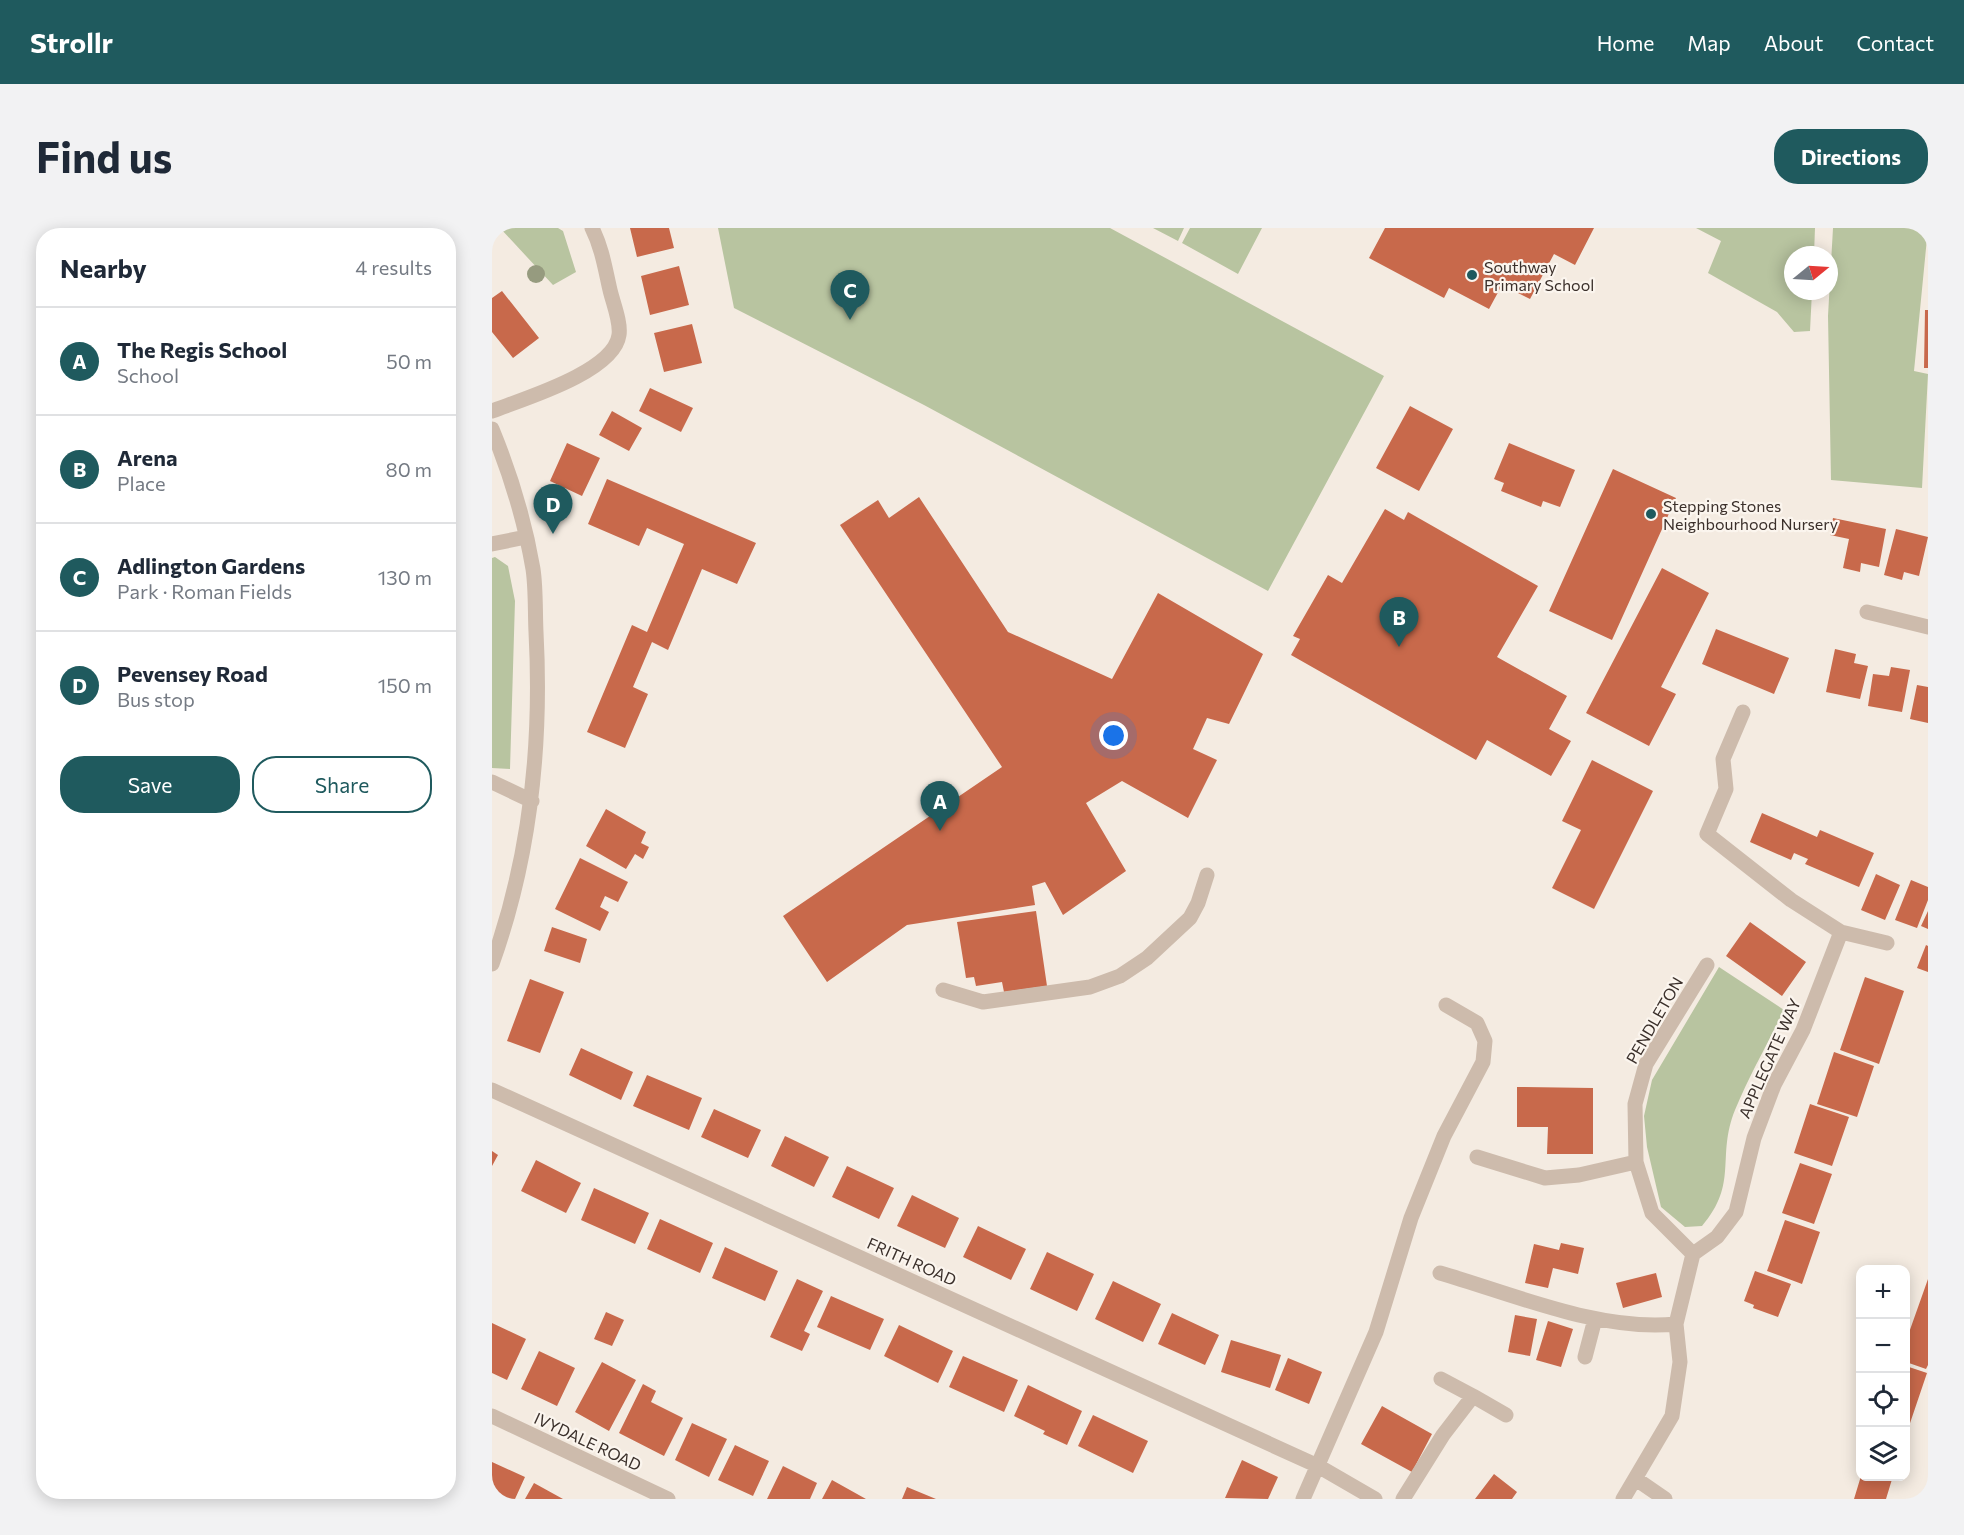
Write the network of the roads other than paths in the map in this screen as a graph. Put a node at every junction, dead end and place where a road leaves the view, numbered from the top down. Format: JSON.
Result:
{"nodes":[{"id":1,"x":592,"y":228,"type":"edge"},
{"id":2,"x":492,"y":411,"type":"edge"},
{"id":3,"x":492,"y":429,"type":"edge"},
{"id":4,"x":526,"y":537,"type":"junction"},
{"id":5,"x":492,"y":544,"type":"edge"},
{"id":6,"x":1867,"y":612,"type":"dead end"},
{"id":7,"x":1928,"y":627,"type":"edge"},
{"id":8,"x":1743,"y":712,"type":"dead end"},
{"id":9,"x":492,"y":782,"type":"edge"},
{"id":10,"x":532,"y":801,"type":"junction"},
{"id":11,"x":1207,"y":875,"type":"dead end"},
{"id":12,"x":1841,"y":932,"type":"junction"},
{"id":13,"x":1887,"y":943,"type":"dead end"},
{"id":14,"x":492,"y":964,"type":"edge"},
{"id":15,"x":1707,"y":965,"type":"dead end"},
{"id":16,"x":943,"y":990,"type":"dead end"},
{"id":17,"x":1446,"y":1005,"type":"dead end"},
{"id":18,"x":492,"y":1090,"type":"edge"},
{"id":19,"x":1477,"y":1157,"type":"dead end"},
{"id":20,"x":1636,"y":1162,"type":"junction"},
{"id":21,"x":1693,"y":1254,"type":"junction"},
{"id":22,"x":1440,"y":1273,"type":"dead end"},
{"id":23,"x":1595,"y":1319,"type":"junction"},
{"id":24,"x":1676,"y":1324,"type":"junction"},
{"id":25,"x":1585,"y":1357,"type":"dead end"},
{"id":26,"x":1441,"y":1379,"type":"dead end"},
{"id":27,"x":1473,"y":1396,"type":"junction"},
{"id":28,"x":1506,"y":1415,"type":"dead end"},
{"id":29,"x":492,"y":1416,"type":"edge"},
{"id":30,"x":1318,"y":1466,"type":"junction"},
{"id":31,"x":1636,"y":1479,"type":"junction"},
{"id":32,"x":668,"y":1499,"type":"edge"},
{"id":33,"x":1303,"y":1499,"type":"edge"},
{"id":34,"x":1375,"y":1499,"type":"edge"},
{"id":35,"x":1403,"y":1499,"type":"edge"},
{"id":36,"x":1623,"y":1499,"type":"edge"},
{"id":37,"x":1665,"y":1499,"type":"edge"}],
"edges":[{"from":1,"to":2,"type":"street"},
{"from":3,"to":4,"type":"street"},
{"from":4,"to":5,"type":"street"},
{"from":4,"to":10,"type":"street"},
{"from":6,"to":7,"type":"street"},
{"from":8,"to":12,"type":"street"},
{"from":9,"to":10,"type":"street"},
{"from":10,"to":14,"type":"street"},
{"from":11,"to":16,"type":"street"},
{"from":12,"to":13,"type":"street"},
{"from":12,"to":21,"type":"street","name":"APPLEGATE WAY"},
{"from":15,"to":20,"type":"street","name":"PENDLETON"},
{"from":17,"to":30,"type":"street"},
{"from":18,"to":30,"type":"street","name":"FRITH ROAD"},
{"from":19,"to":20,"type":"street"},
{"from":20,"to":21,"type":"street","name":"PENDLETON"},
{"from":21,"to":24,"type":"street"},
{"from":22,"to":23,"type":"street"},
{"from":23,"to":24,"type":"street"},
{"from":23,"to":25,"type":"street"},
{"from":24,"to":31,"type":"street"},
{"from":26,"to":27,"type":"street"},
{"from":27,"to":28,"type":"street"},
{"from":27,"to":35,"type":"street"},
{"from":29,"to":32,"type":"street","name":"IVYDALE ROAD"},
{"from":30,"to":33,"type":"street"},
{"from":30,"to":34,"type":"street","name":"FRITH ROAD"},
{"from":31,"to":36,"type":"street"},
{"from":31,"to":37,"type":"street"}]}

★ ★ ★ ★

Repeat the lines above exactly, and keep every picture out.

EXERCISE OUTPUT —
Write the network of the roads other than paths in the map in this screen as a graph. Put a node at every junction, dead end and place where a road leaves the view, numbered from the top down. Format: JSON.
Result:
{"nodes":[{"id":1,"x":592,"y":228,"type":"edge"},
{"id":2,"x":492,"y":411,"type":"edge"},
{"id":3,"x":492,"y":429,"type":"edge"},
{"id":4,"x":526,"y":537,"type":"junction"},
{"id":5,"x":492,"y":544,"type":"edge"},
{"id":6,"x":1867,"y":612,"type":"dead end"},
{"id":7,"x":1928,"y":627,"type":"edge"},
{"id":8,"x":1743,"y":712,"type":"dead end"},
{"id":9,"x":492,"y":782,"type":"edge"},
{"id":10,"x":532,"y":801,"type":"junction"},
{"id":11,"x":1207,"y":875,"type":"dead end"},
{"id":12,"x":1841,"y":932,"type":"junction"},
{"id":13,"x":1887,"y":943,"type":"dead end"},
{"id":14,"x":492,"y":964,"type":"edge"},
{"id":15,"x":1707,"y":965,"type":"dead end"},
{"id":16,"x":943,"y":990,"type":"dead end"},
{"id":17,"x":1446,"y":1005,"type":"dead end"},
{"id":18,"x":492,"y":1090,"type":"edge"},
{"id":19,"x":1477,"y":1157,"type":"dead end"},
{"id":20,"x":1636,"y":1162,"type":"junction"},
{"id":21,"x":1693,"y":1254,"type":"junction"},
{"id":22,"x":1440,"y":1273,"type":"dead end"},
{"id":23,"x":1595,"y":1319,"type":"junction"},
{"id":24,"x":1676,"y":1324,"type":"junction"},
{"id":25,"x":1585,"y":1357,"type":"dead end"},
{"id":26,"x":1441,"y":1379,"type":"dead end"},
{"id":27,"x":1473,"y":1396,"type":"junction"},
{"id":28,"x":1506,"y":1415,"type":"dead end"},
{"id":29,"x":492,"y":1416,"type":"edge"},
{"id":30,"x":1318,"y":1466,"type":"junction"},
{"id":31,"x":1636,"y":1479,"type":"junction"},
{"id":32,"x":668,"y":1499,"type":"edge"},
{"id":33,"x":1303,"y":1499,"type":"edge"},
{"id":34,"x":1375,"y":1499,"type":"edge"},
{"id":35,"x":1403,"y":1499,"type":"edge"},
{"id":36,"x":1623,"y":1499,"type":"edge"},
{"id":37,"x":1665,"y":1499,"type":"edge"}],
"edges":[{"from":1,"to":2,"type":"street"},
{"from":3,"to":4,"type":"street"},
{"from":4,"to":5,"type":"street"},
{"from":4,"to":10,"type":"street"},
{"from":6,"to":7,"type":"street"},
{"from":8,"to":12,"type":"street"},
{"from":9,"to":10,"type":"street"},
{"from":10,"to":14,"type":"street"},
{"from":11,"to":16,"type":"street"},
{"from":12,"to":13,"type":"street"},
{"from":12,"to":21,"type":"street","name":"APPLEGATE WAY"},
{"from":15,"to":20,"type":"street","name":"PENDLETON"},
{"from":17,"to":30,"type":"street"},
{"from":18,"to":30,"type":"street","name":"FRITH ROAD"},
{"from":19,"to":20,"type":"street"},
{"from":20,"to":21,"type":"street","name":"PENDLETON"},
{"from":21,"to":24,"type":"street"},
{"from":22,"to":23,"type":"street"},
{"from":23,"to":24,"type":"street"},
{"from":23,"to":25,"type":"street"},
{"from":24,"to":31,"type":"street"},
{"from":26,"to":27,"type":"street"},
{"from":27,"to":28,"type":"street"},
{"from":27,"to":35,"type":"street"},
{"from":29,"to":32,"type":"street","name":"IVYDALE ROAD"},
{"from":30,"to":33,"type":"street"},
{"from":30,"to":34,"type":"street","name":"FRITH ROAD"},
{"from":31,"to":36,"type":"street"},
{"from":31,"to":37,"type":"street"}]}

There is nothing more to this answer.